L'autre en face continuait de me parler de la salade qu'elle bouffait un jour sur deux, des litres d'eau qu'elle s'envoyait et alors que je lui souhaitais noyade sèche et la fin de l'agriculture bio, je remarquais sur le coté que Jeanne d'arc avait les yeux fermés, les mains tenant fermement la table. Elle s'endormait ou allait tomber. C’était l'un ou l'autre mais dans les deux cas il fallait un sol encore une fois. Madame toxines s’était enfin inquiétée de l’existence de son animal de compagnie  lui demandant si elle allait bien ou... .sa phrase en suspend n'envisageait même pas l’hypothèse inconcevable de la raccompagner. Alors je l'ai fait. Je voulais la raccompagner. La vulnérabilité me touchait .. ou m’exciterait ce serait selon.

 

Elle :

 

La vodka avait un effet anesthésiant.
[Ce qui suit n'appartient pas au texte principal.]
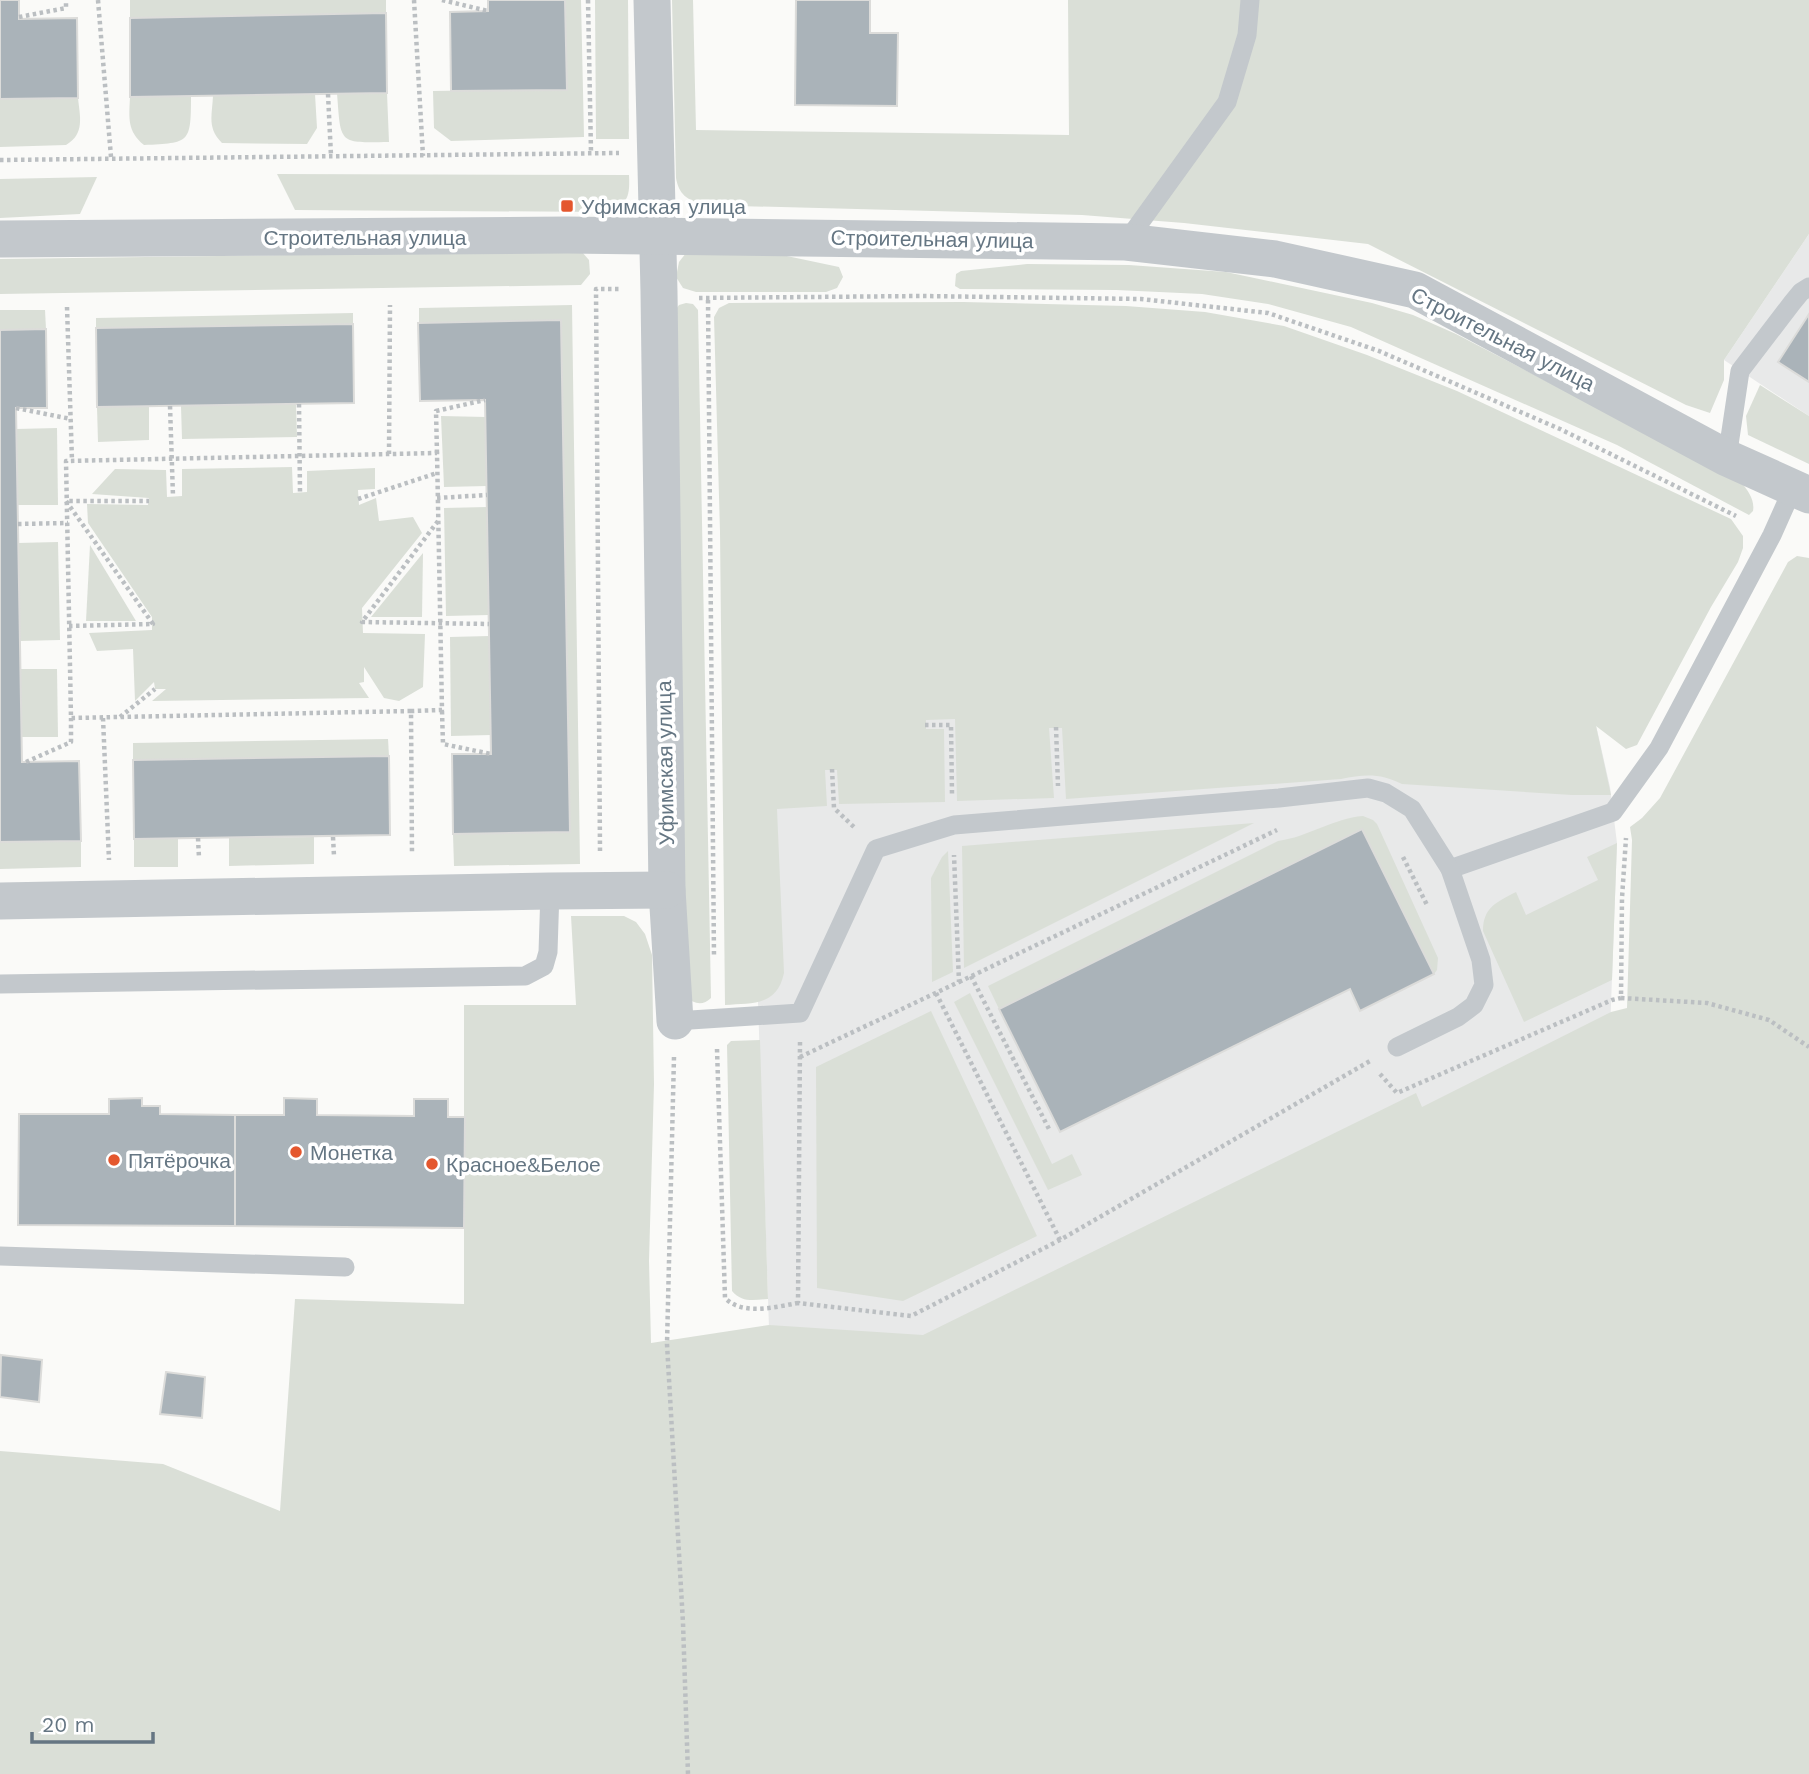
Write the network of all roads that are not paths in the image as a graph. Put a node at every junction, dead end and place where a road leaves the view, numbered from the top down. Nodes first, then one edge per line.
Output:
1 (652, 0) edge
2 (1250, 0) edge
3 (658, 236) junction
4 (0, 239) edge
5 (1126, 242) junction
6 (1809, 287) edge
7 (1727, 458) junction
8 (1801, 491) edge
9 (1450, 869) junction
10 (667, 890) junction
11 (550, 891) junction
12 (0, 901) edge
13 (0, 984) edge
14 (675, 1021) joint
15 (1397, 1047) road end
16 (0, 1256) edge
17 (345, 1267) dead end

1 - 3 street, Уфимская улица
2 - 5 lane
3 - 4 street, Строительная улица
3 - 5 street, Строительная улица
3 - 10 street, Уфимская улица
5 - 7 street, Строительная улица
6 - 7 lane
7 - 8 street, Строительная улица
8 - 9 lane
9 - 14 lane
9 - 15 lane
10 - 11 street
10 - 14 street, Уфимская улица
11 - 12 street
11 - 13 lane
16 - 17 lane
Mes paupières étaient trop lourdes pour remplir les fonctions. Mes yeux restaient fermés. J'avais tenté trois fois de me lever. C’était ce que j'avais cru en tout cas. J'avais accepté la proposition de la tête de con. Je pouvais pas faire autrement. Il fallait tout brûler ici ou tout simplement rentrer. La première hypothèse avait été plus simple. J'avais donc jeté mon fond de vodka dans les cheveux de l'autre connasse et pris mon briquet. Une torche humaine lumineuse et brillante. C’était ce que j'avais cru en tout cas. Mais non, J'avais vomi. Comme ça. Sur la table.

Dans une belle cascade inattendue. J'avais vu le jet sortir de ma bouche au ralenti. Les hurlements plaintifs et effarés étaient couverts d'un bourdonnement. J'avais perdu connaissance.